- [Your objective]:
Once you have read the entries below, write them all out again exactly.

- [Given entries]:
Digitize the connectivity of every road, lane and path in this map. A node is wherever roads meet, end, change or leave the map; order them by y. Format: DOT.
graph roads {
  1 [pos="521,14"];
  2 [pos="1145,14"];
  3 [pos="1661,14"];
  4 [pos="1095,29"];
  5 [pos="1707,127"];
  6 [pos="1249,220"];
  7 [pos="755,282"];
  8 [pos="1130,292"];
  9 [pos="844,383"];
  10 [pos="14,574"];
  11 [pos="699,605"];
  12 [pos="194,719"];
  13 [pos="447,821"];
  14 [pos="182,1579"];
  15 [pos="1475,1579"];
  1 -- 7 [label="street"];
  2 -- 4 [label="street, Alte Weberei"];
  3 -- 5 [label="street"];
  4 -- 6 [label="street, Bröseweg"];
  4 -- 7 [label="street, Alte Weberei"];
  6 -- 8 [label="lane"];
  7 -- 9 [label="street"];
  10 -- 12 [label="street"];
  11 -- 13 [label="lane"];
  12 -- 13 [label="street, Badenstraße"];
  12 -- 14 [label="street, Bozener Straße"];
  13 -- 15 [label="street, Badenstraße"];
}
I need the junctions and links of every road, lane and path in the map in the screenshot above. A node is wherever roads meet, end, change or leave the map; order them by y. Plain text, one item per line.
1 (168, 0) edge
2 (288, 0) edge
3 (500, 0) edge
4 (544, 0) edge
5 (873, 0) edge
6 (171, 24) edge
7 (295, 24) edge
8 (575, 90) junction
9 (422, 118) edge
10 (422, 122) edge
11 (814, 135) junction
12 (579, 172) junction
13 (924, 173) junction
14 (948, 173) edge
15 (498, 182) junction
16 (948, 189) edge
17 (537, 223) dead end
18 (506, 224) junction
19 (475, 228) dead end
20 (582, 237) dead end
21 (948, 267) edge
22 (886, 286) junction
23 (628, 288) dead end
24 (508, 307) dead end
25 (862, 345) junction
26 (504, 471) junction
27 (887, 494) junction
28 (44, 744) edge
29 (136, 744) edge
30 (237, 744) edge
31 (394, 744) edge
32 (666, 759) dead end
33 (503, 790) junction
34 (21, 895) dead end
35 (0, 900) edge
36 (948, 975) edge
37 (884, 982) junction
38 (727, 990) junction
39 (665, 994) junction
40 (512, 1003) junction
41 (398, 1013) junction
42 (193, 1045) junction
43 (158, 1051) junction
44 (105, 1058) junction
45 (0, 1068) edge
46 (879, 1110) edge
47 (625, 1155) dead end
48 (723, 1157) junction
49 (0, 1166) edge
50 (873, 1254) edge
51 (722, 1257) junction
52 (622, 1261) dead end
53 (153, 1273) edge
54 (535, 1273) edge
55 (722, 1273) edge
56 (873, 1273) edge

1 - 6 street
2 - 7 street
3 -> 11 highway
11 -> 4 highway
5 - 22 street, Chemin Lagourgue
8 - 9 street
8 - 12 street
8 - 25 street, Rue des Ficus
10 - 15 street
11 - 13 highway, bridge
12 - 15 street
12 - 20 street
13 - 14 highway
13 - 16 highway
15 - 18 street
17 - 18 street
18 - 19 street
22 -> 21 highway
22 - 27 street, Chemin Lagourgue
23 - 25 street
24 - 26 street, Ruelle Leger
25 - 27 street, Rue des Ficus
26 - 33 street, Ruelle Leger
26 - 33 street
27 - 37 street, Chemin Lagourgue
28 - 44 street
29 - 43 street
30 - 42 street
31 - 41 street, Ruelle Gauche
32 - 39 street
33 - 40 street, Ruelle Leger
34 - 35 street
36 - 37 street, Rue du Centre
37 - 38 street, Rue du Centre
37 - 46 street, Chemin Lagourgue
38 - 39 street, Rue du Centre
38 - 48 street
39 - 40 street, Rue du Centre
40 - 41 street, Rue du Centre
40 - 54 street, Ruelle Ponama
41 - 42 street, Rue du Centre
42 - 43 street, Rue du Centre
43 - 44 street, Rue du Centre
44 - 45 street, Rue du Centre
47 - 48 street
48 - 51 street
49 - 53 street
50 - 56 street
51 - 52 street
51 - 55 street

- [Answer section]:
Digitize the connectivity of every road, lane and path in this map. A node is wherever roads meet, end, change or leave the map; order them by y. Format: DOT.
graph roads {
  1 [pos="521,14"];
  2 [pos="1145,14"];
  3 [pos="1661,14"];
  4 [pos="1095,29"];
  5 [pos="1707,127"];
  6 [pos="1249,220"];
  7 [pos="755,282"];
  8 [pos="1130,292"];
  9 [pos="844,383"];
  10 [pos="14,574"];
  11 [pos="699,605"];
  12 [pos="194,719"];
  13 [pos="447,821"];
  14 [pos="182,1579"];
  15 [pos="1475,1579"];
  1 -- 7 [label="street"];
  2 -- 4 [label="street, Alte Weberei"];
  3 -- 5 [label="street"];
  4 -- 6 [label="street, Bröseweg"];
  4 -- 7 [label="street, Alte Weberei"];
  6 -- 8 [label="lane"];
  7 -- 9 [label="street"];
  10 -- 12 [label="street"];
  11 -- 13 [label="lane"];
  12 -- 13 [label="street, Badenstraße"];
  12 -- 14 [label="street, Bozener Straße"];
  13 -- 15 [label="street, Badenstraße"];
}
I need the junctions and links of every road, lane and path in the map in the screenshot above. A node is wherever roads meet, end, change or leave the map; order them by y. Plain text, one item per line.
1 (168, 0) edge
2 (288, 0) edge
3 (500, 0) edge
4 (544, 0) edge
5 (873, 0) edge
6 (171, 24) edge
7 (295, 24) edge
8 (575, 90) junction
9 (422, 118) edge
10 (422, 122) edge
11 (814, 135) junction
12 (579, 172) junction
13 (924, 173) junction
14 (948, 173) edge
15 (498, 182) junction
16 (948, 189) edge
17 (537, 223) dead end
18 (506, 224) junction
19 (475, 228) dead end
20 (582, 237) dead end
21 (948, 267) edge
22 (886, 286) junction
23 (628, 288) dead end
24 (508, 307) dead end
25 (862, 345) junction
26 (504, 471) junction
27 (887, 494) junction
28 (44, 744) edge
29 (136, 744) edge
30 (237, 744) edge
31 (394, 744) edge
32 (666, 759) dead end
33 (503, 790) junction
34 (21, 895) dead end
35 (0, 900) edge
36 (948, 975) edge
37 (884, 982) junction
38 (727, 990) junction
39 (665, 994) junction
40 (512, 1003) junction
41 (398, 1013) junction
42 (193, 1045) junction
43 (158, 1051) junction
44 (105, 1058) junction
45 (0, 1068) edge
46 (879, 1110) edge
47 (625, 1155) dead end
48 (723, 1157) junction
49 (0, 1166) edge
50 (873, 1254) edge
51 (722, 1257) junction
52 (622, 1261) dead end
53 (153, 1273) edge
54 (535, 1273) edge
55 (722, 1273) edge
56 (873, 1273) edge

1 - 6 street
2 - 7 street
3 -> 11 highway
11 -> 4 highway
5 - 22 street, Chemin Lagourgue
8 - 9 street
8 - 12 street
8 - 25 street, Rue des Ficus
10 - 15 street
11 - 13 highway, bridge
12 - 15 street
12 - 20 street
13 - 14 highway
13 - 16 highway
15 - 18 street
17 - 18 street
18 - 19 street
22 -> 21 highway
22 - 27 street, Chemin Lagourgue
23 - 25 street
24 - 26 street, Ruelle Leger
25 - 27 street, Rue des Ficus
26 - 33 street, Ruelle Leger
26 - 33 street
27 - 37 street, Chemin Lagourgue
28 - 44 street
29 - 43 street
30 - 42 street
31 - 41 street, Ruelle Gauche
32 - 39 street
33 - 40 street, Ruelle Leger
34 - 35 street
36 - 37 street, Rue du Centre
37 - 38 street, Rue du Centre
37 - 46 street, Chemin Lagourgue
38 - 39 street, Rue du Centre
38 - 48 street
39 - 40 street, Rue du Centre
40 - 41 street, Rue du Centre
40 - 54 street, Ruelle Ponama
41 - 42 street, Rue du Centre
42 - 43 street, Rue du Centre
43 - 44 street, Rue du Centre
44 - 45 street, Rue du Centre
47 - 48 street
48 - 51 street
49 - 53 street
50 - 56 street
51 - 52 street
51 - 55 street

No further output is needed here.